The ABC does reality TV much better than the commercial channels. When I watch I don’t feel feel like I’m being patronised and having advertising shoved down my throat every second of the program.... Which brings me to Making Couples Happy a four show series that has just finished on the ABC (although you can still catch it on iView). The premise of the show is to counsel struggling couples and seek to improve overall happiness in their relationships. The show had some great one liners. I won’t detail them here but it’s definitely worth watching for that alone.

I’ve enjoyed it because it’s helped me think about my relationships. I found that it held a mirror up to some of my own behaviors showing the effects of engrained ways of thinking and acting. As the show went on I increasingly identified with some of the subjects.

One of the more helpful things was to do with Five Love Languages. If you haven’t heard or read about them before, it pays to check that Wikipedia link out. The basics are pretty simple and you don’t need to read the book to glean very helpful information, and while it’s a Christian-ish book, the principles are secular and universally helpful regardless of what you believe.

In short everyone has one of five different love languages. The theory goes that your personal love language is the the one that you use by default when interacting with others. For example my love language is Words of Affirmation, therefore in my relationships I offer words of affirmation to others.

The problems begin when (for example) my wife’s language is Physical Touch. So where I keep telling her I love her (words) she just wants me to give her a hug. On the flipside she just gives me hugs when I need to hear her say she loves me.
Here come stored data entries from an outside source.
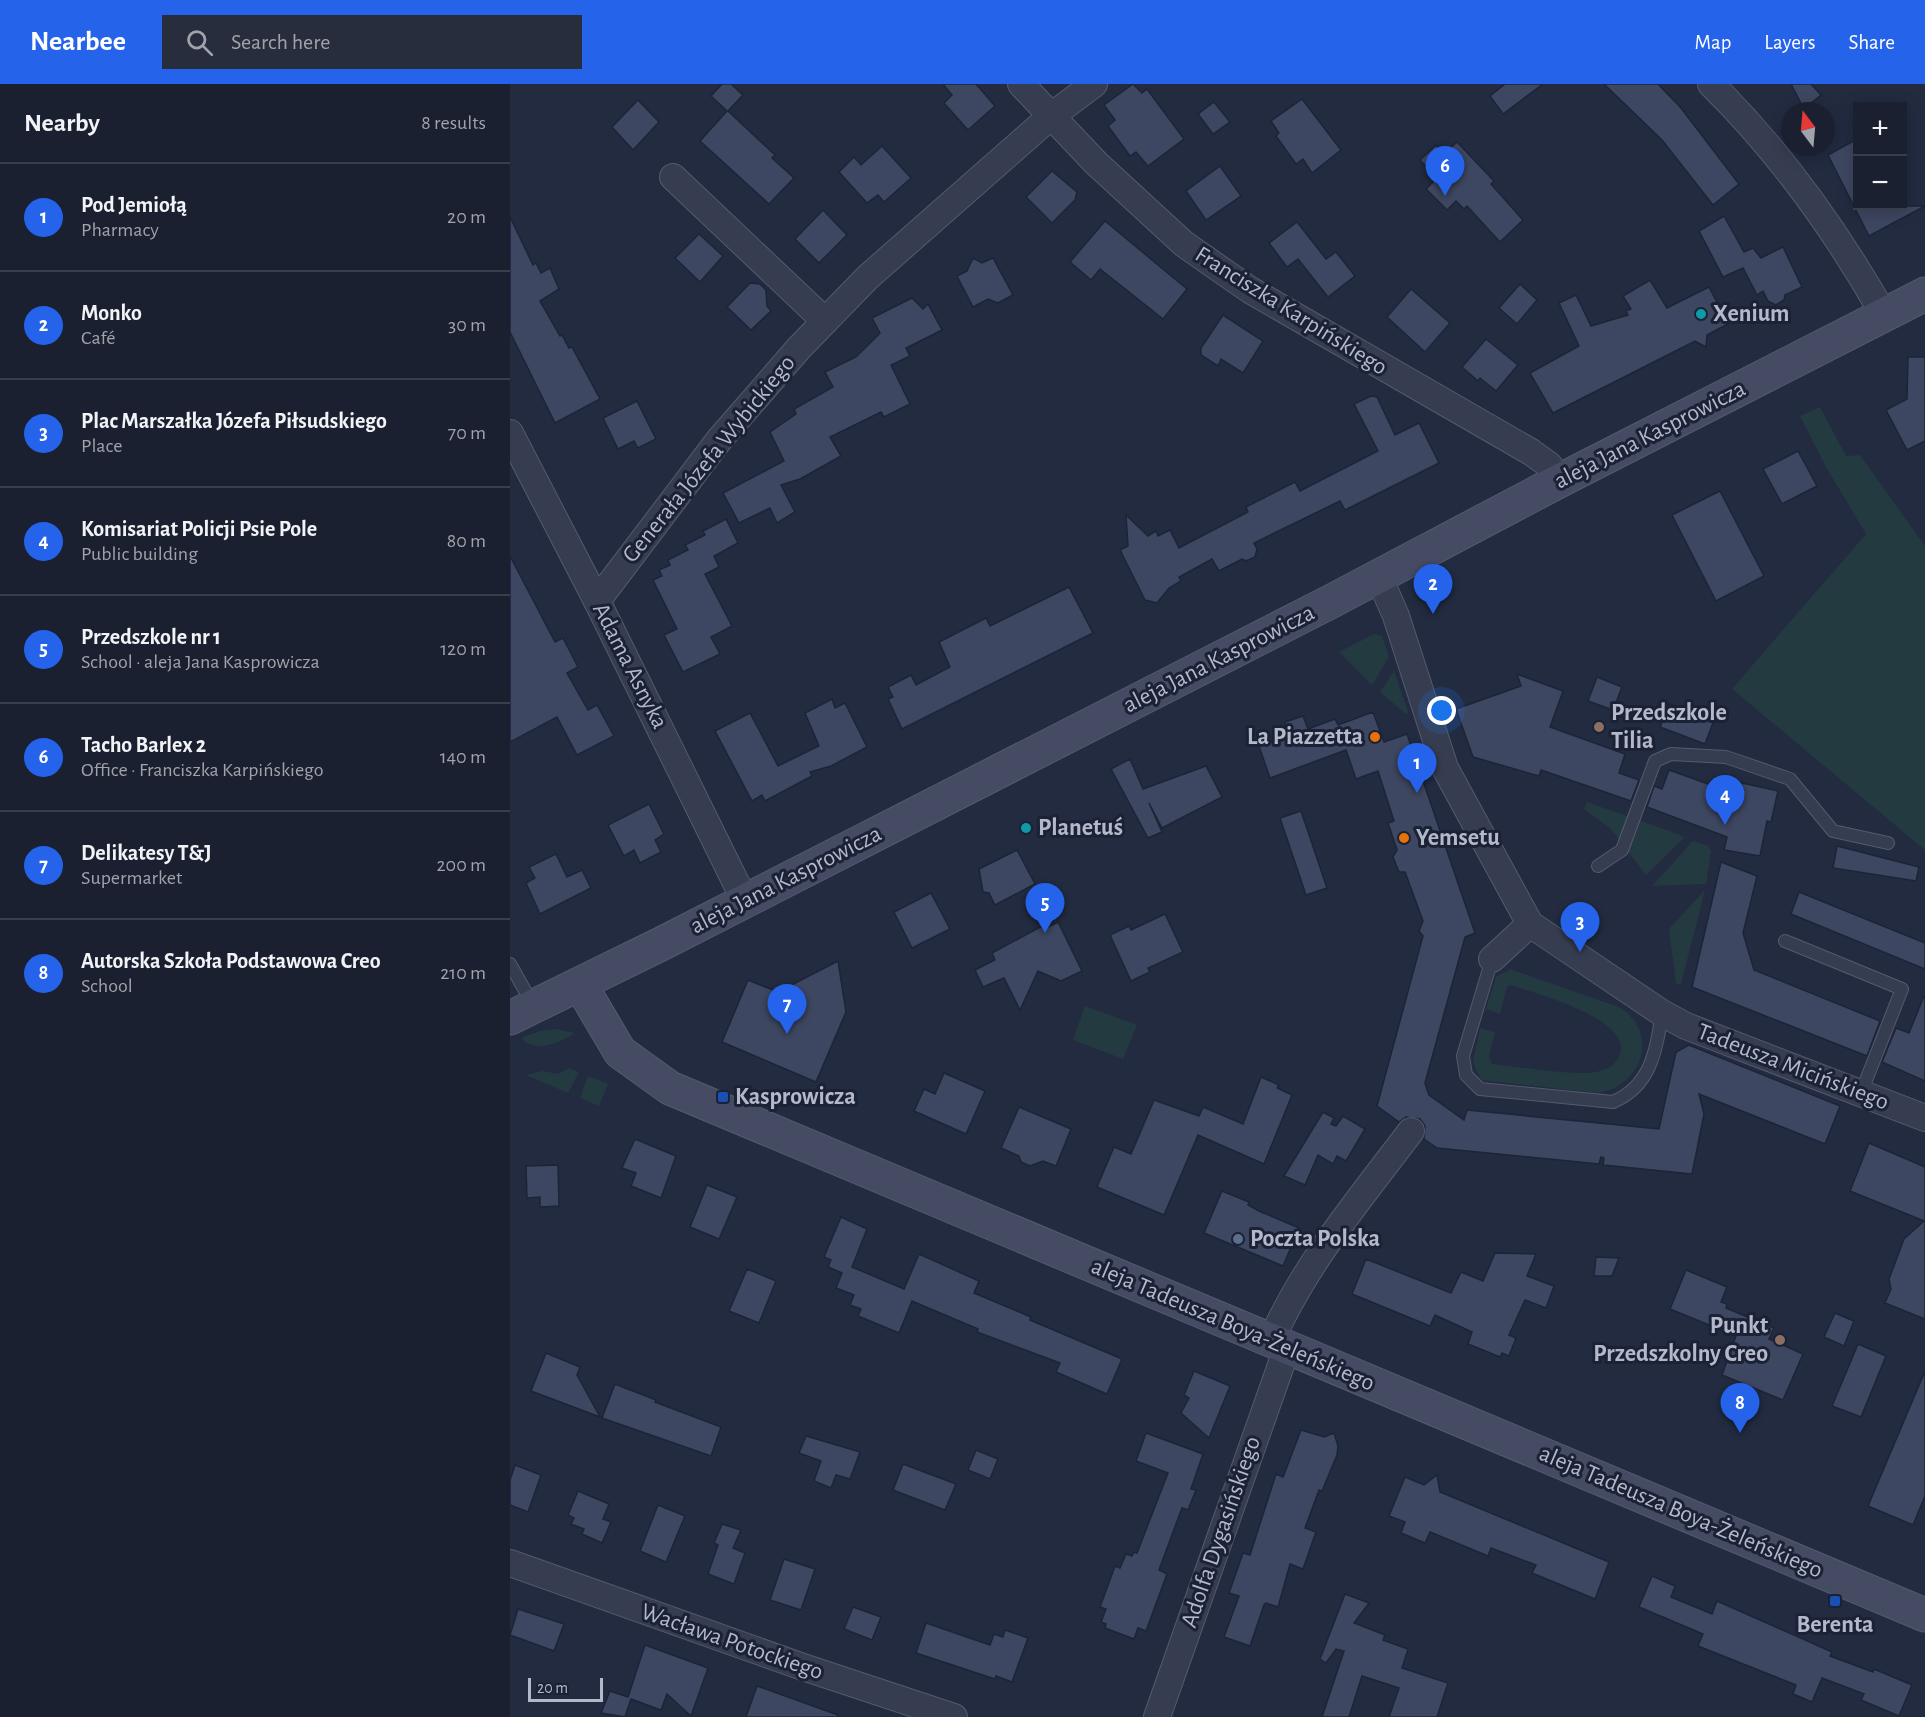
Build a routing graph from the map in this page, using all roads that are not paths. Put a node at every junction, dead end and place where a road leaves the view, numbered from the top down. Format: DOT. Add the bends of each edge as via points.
graph roads {
  1 [pos="1021,84"];
  2 [pos="1094,84"];
  3 [pos="1711,84"];
  4 [pos="1050,117"];
  5 [pos="673,177"];
  6 [pos="1925,294"];
  7 [pos="1884,315"];
  8 [pos="825,321"];
  9 [pos="510,434"];
  10 [pos="1558,481"];
  11 [pos="1379,577"];
  12 [pos="597,601"];
  13 [pos="1888,843"];
  14 [pos="1598,866"];
  15 [pos="745,902"];
  16 [pos="1530,924"];
  17 [pos="1785,940"];
  18 [pos="1492,959"];
  19 [pos="510,964"];
  20 [pos="580,984"];
  21 [pos="522,1012"];
  22 [pos="1662,1013"];
  23 [pos="1861,1093"];
  24 [pos="1925,1118"];
  25 [pos="1411,1131"];
  26 [pos="1279,1345"];
  27 [pos="510,1563"];
  28 [pos="1925,1615"];
  29 [pos="954,1717"];
  30 [pos="1157,1717"];
  1 -- 4 [label="street, Franciszka Karpińskiego"];
  2 -- 4 [label="street, Generała Józefa Wybickiego"];
  3 -- 7 [label="street" via="1796,180"];
  4 -- 8 [label="street, Generała Józefa Wybickiego"];
  4 -- 10 [label="street, Franciszka Karpińskiego" via="1184,244 1250,290 1531,452 1549,465"];
  5 -- 8 [label="street"];
  6 -- 7 [label="street, aleja Jana Kasprowicza"];
  7 -- 10 [label="street, aleja Jana Kasprowicza"];
  8 -- 12 [label="street, Generała Józefa Wybickiego" via="719,440"];
  9 -- 12 [label="street, Adama Asnyka"];
  10 -- 11 [label="street, aleja Jana Kasprowicza"];
  11 -- 15 [label="street, aleja Jana Kasprowicza"];
  11 -- 16 [label="street" via="1396,616 1445,768"];
  12 -- 15 [label="street, Adama Asnyka"];
  13 -- 14 [label="lane" via="1833,831 1790,779 1726,757 1671,754 1655,761 1622,850"];
  15 -- 20 [label="street, aleja Jana Kasprowicza"];
  16 -- 18 [label="street"];
  16 -- 22 [label="street, Tadeusza Micińskiego"];
  17 -- 23 [label="lane" via="1902,989"];
  18 -- 22 [label="lane" via="1463,1056 1466,1075 1480,1089 1613,1102 1621,1099 1643,1081 1658,1040"];
  19 -- 21 [label="lane"];
  20 -- 21 [label="street, aleja Jana Kasprowicza"];
  20 -- 26 [label="street, aleja Tadeusza Boya-Żeleńskiego" via="620,1052 670,1088"];
  22 -- 23 [label="street, Tadeusza Micińskiego" via="1686,1026"];
  23 -- 24 [label="street, Tadeusza Micińskiego"];
  25 -- 26 [label="street, Adolfa Dygasińskiego" via="1288,1306"];
  26 -- 28 [label="street, aleja Tadeusza Boya-Żeleńskiego"];
  26 -- 30 [label="street, Adolfa Dygasińskiego"];
  27 -- 29 [label="street, Wacława Potockiego"];
}
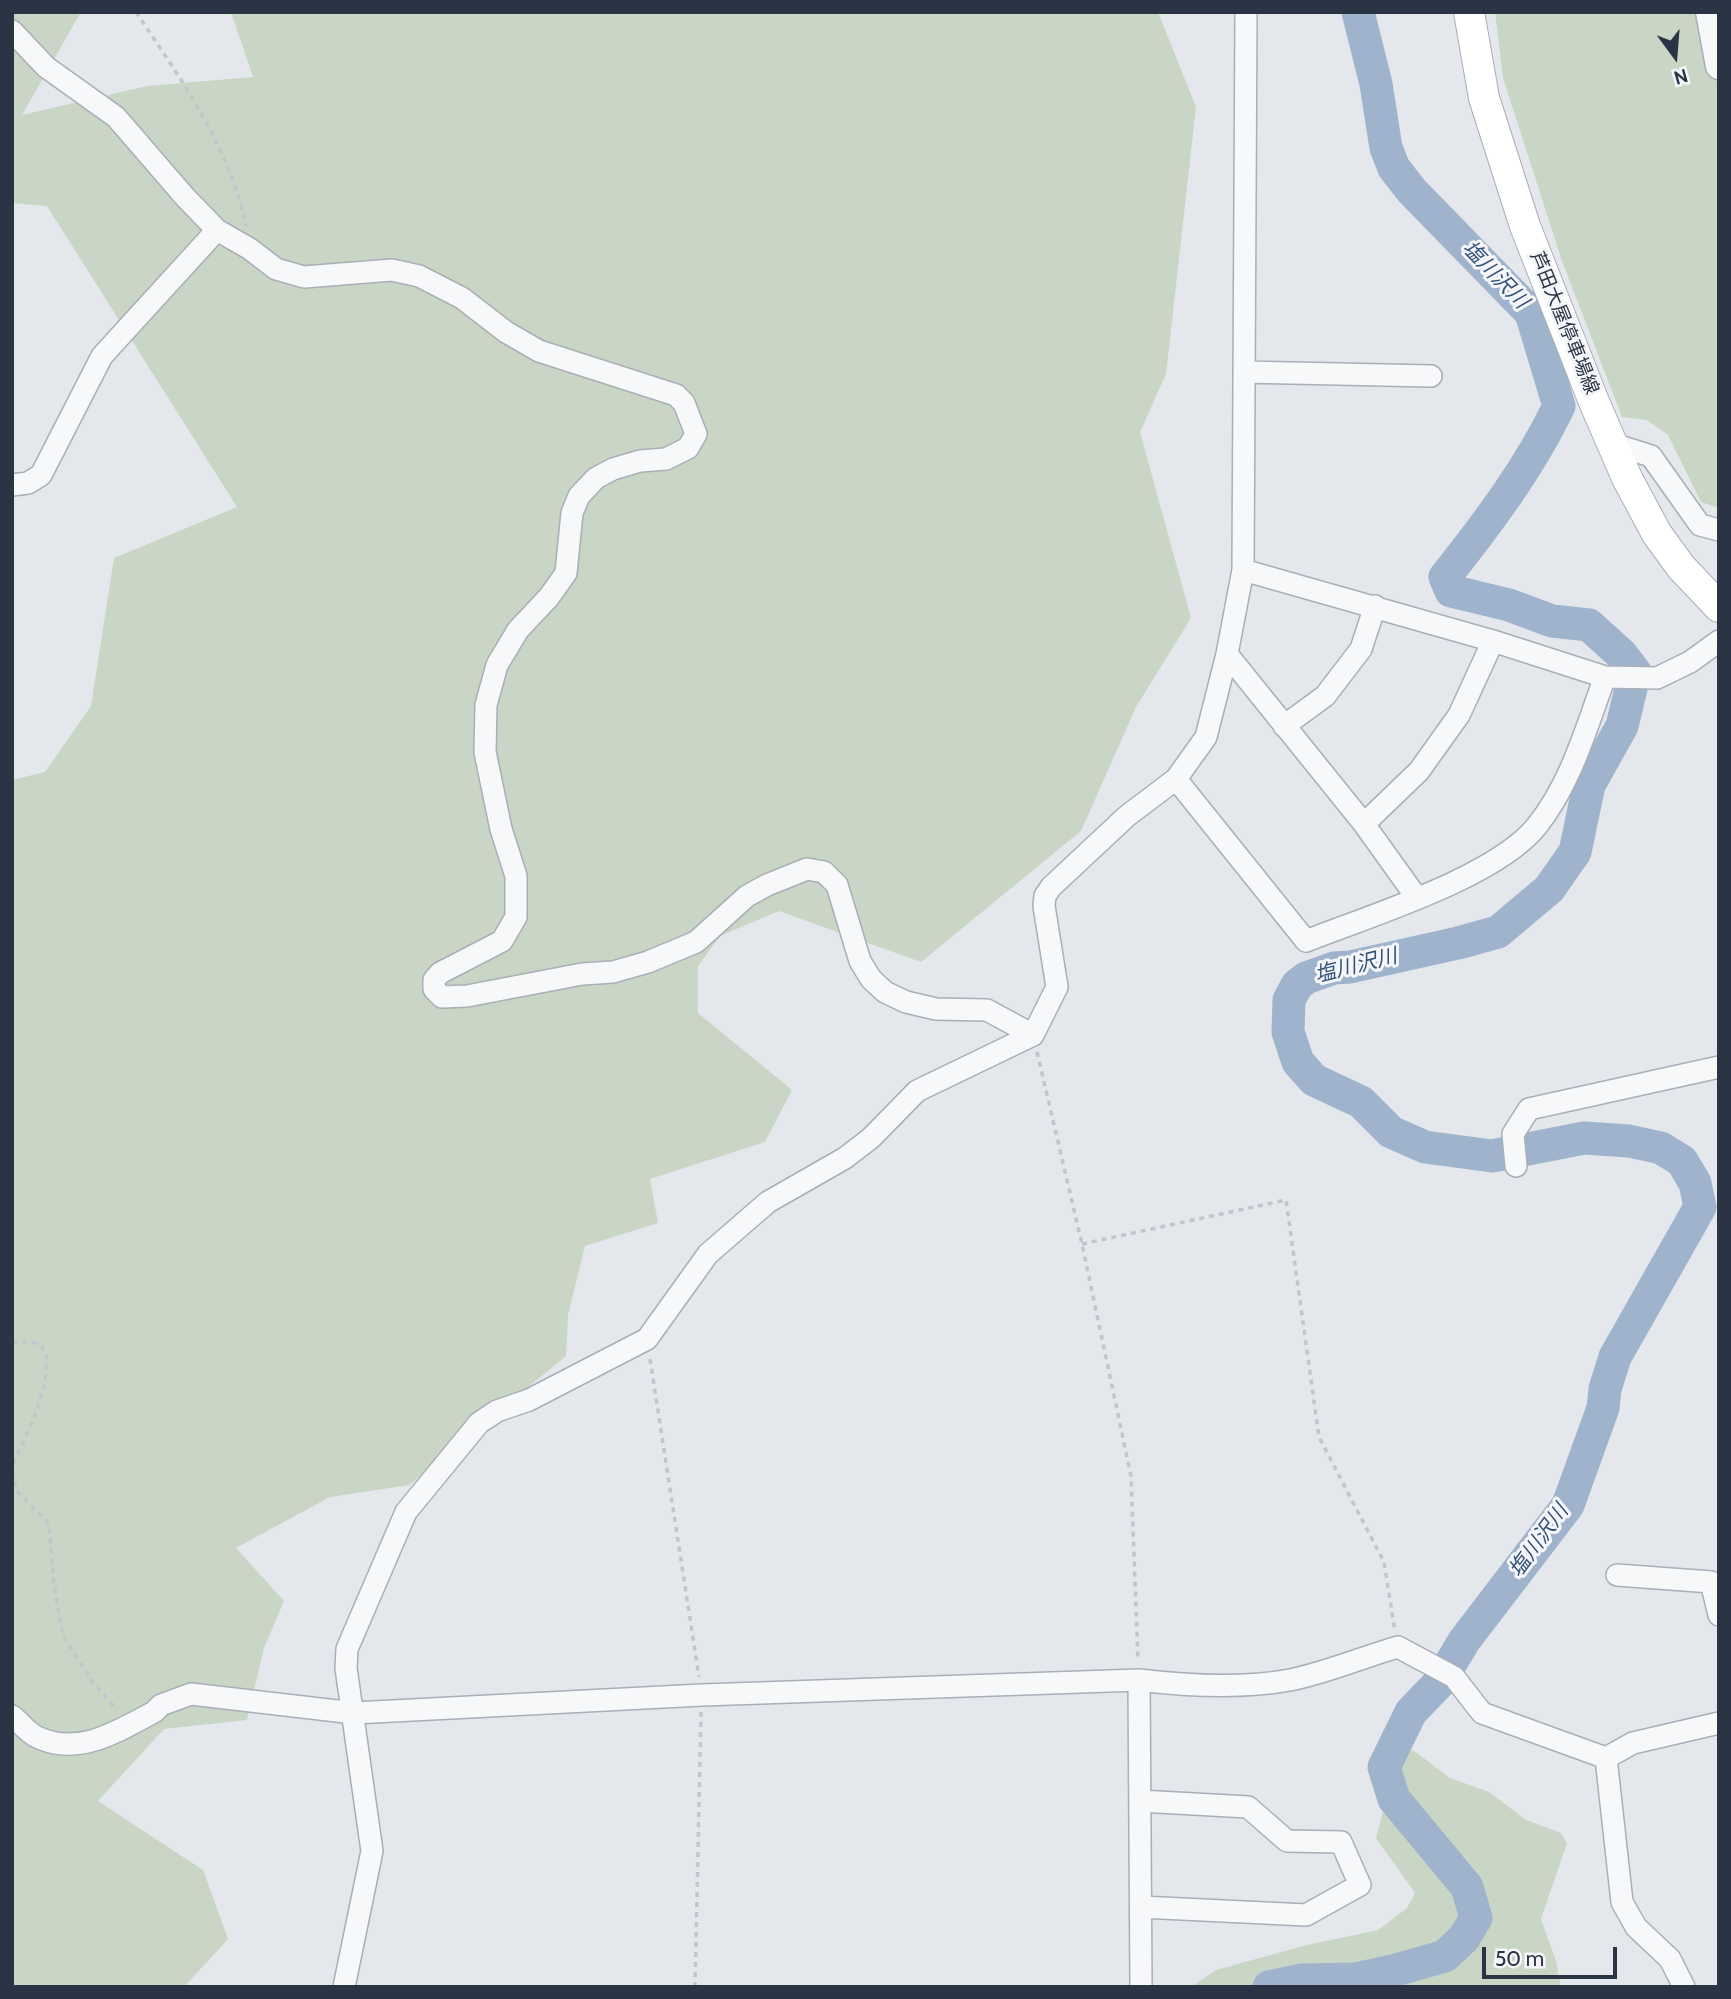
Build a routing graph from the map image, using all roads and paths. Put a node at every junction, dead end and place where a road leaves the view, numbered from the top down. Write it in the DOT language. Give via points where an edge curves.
graph roads {
  1 [pos="136,12"];
  2 [pos="1246,12"];
  3 [pos="1469,12"];
  4 [pos="1709,12"];
  5 [pos="12,31"];
  6 [pos="1719,66"];
  7 [pos="217,230"];
  8 [pos="250,249"];
  9 [pos="1244,372"];
  10 [pos="1431,376"];
  11 [pos="1613,444"];
  12 [pos="12,485"];
  13 [pos="1719,530"];
  14 [pos="1242,570"];
  15 [pos="1376,606"];
  16 [pos="1719,607"];
  17 [pos="1493,641"];
  18 [pos="1719,641"];
  19 [pos="1227,654"];
  20 [pos="1605,677"];
  21 [pos="1284,726"];
  22 [pos="1176,779"];
  23 [pos="1364,824"];
  24 [pos="1417,898"];
  25 [pos="1033,1035"];
  26 [pos="1719,1067"];
  27 [pos="1516,1166"];
  28 [pos="1082,1244"];
  29 [pos="647,1339"];
  30 [pos="12,1342"];
  31 [pos="12,1469"];
  32 [pos="1617,1575"];
  33 [pos="1716,1590"];
  34 [pos="1719,1615"];
  35 [pos="1398,1647"];
  36 [pos="1139,1680"];
  37 [pos="702,1695"];
  38 [pos="354,1713"];
  39 [pos="12,1716"];
  40 [pos="1719,1723"];
  41 [pos="130,1724"];
  42 [pos="1606,1758"];
  43 [pos="1140,1801"];
  44 [pos="1141,1907"];
  45 [pos="344,1987"];
  46 [pos="695,1987"];
  47 [pos="1141,1987"];
  48 [pos="1684,1987"];
  1 -- 8 [label="path" via="186,86 216,144 241,203"];
  2 -- 9 [label="street"];
  3 -- 11 [label="main road, 芦田大屋停車場線" via="1484,97 1525,226"];
  4 -- 6 [label="street"];
  5 -- 7 [label="street" via="46,67 116,117"];
  7 -- 8 [label="street"];
  7 -- 12 [label="street" via="102,356 41,475"];
  8 -- 25 [label="street" via="276,270 304,277 392,270 419,276 462,298 539,351 676,394 696,434 688,448 666,459 612,469 579,496 572,513 566,573 518,630 497,666 486,705 485,752 516,876 516,917 502,941 440,973 435,989 442,997 613,972 648,962 696,942 747,897 807,869 824,872 837,885 860,961 885,992 936,1009 987,1010"];
  9 -- 10 [label="street"];
  9 -- 14 [label="street"];
  11 -- 13 [label="street" via="1651,456 1700,526"];
  11 -- 16 [label="main road, 芦田大屋停車場線" via="1657,534"];
  14 -- 15 [label="street"];
  14 -- 19 [label="street"];
  15 -- 17 [label="street"];
  15 -- 21 [label="street" via="1361,649 1325,696"];
  17 -- 20 [label="street"];
  17 -- 23 [label="street" via="1459,715 1419,771"];
  18 -- 20 [label="street" via="1657,678"];
  19 -- 21 [label="street"];
  19 -- 22 [label="street" via="1206,737"];
  20 -- 24 [label="street" via="1569,775 1535,828 1509,852"];
  21 -- 23 [label="street"];
  22 -- 24 [label="street" via="1307,941"];
  22 -- 25 [label="street" via="1127,816 1045,896 1057,987"];
  23 -- 24 [label="street"];
  25 -- 28 [label="path"];
  25 -- 29 [label="street" via="917,1091 845,1158 768,1202 708,1254"];
  26 -- 27 [label="street" via="1529,1109 1513,1134"];
  28 -- 35 [label="path" via="1286,1200 1319,1437 1384,1562"];
  28 -- 36 [label="path" via="1131,1476"];
  29 -- 37 [label="path"];
  29 -- 38 [label="street" via="529,1400 497,1410 479,1423 406,1512 347,1649"];
  30 -- 31 [label="path" via="37,1343 46,1352 48,1364 41,1399"];
  31 -- 41 [label="path" via="17,1490 49,1524 63,1636 94,1684"];
  32 -- 33 [label="street" via="1711,1582"];
  33 -- 34 [label="street"];
  35 -- 36 [label="street" via="1290,1680 1244,1685"];
  35 -- 42 [label="street" via="1454,1676 1482,1713"];
  36 -- 37 [label="street"];
  36 -- 43 [label="street"];
  37 -- 38 [label="street"];
  37 -- 46 [label="path"];
  38 -- 41 [label="street" via="191,1694"];
  38 -- 45 [label="street" via="372,1851"];
  39 -- 41 [label="street" via="36,1737 69,1745 98,1741"];
  40 -- 42 [label="street" via="1633,1743"];
  42 -- 48 [label="street" via="1622,1902 1636,1927 1670,1959"];
  43 -- 44 [label="street"];
  43 -- 44 [label="street" via="1248,1807 1287,1841 1341,1842 1360,1885 1306,1915"];
  44 -- 47 [label="street"];
}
Therefore when it comes to showing our love we actually miss each other entirely. Finding this out for the first time was a revelation. I can still remember thinking back over my past relationships and realising for the first time why some of them had hit the proverbial fan.

I’ve also found this sort of stuff doesn’t just apply to “partner” style relationships but relationships in general. To best express appreciation for a colleague friend or student it’s sometimes worth making sure you’re speaking their "love language"... of course you need to be careful here.

To summarise I found both the Five Love Languages and Making Couples Happy series very helpful. And you dear reader, might just find it helpful too.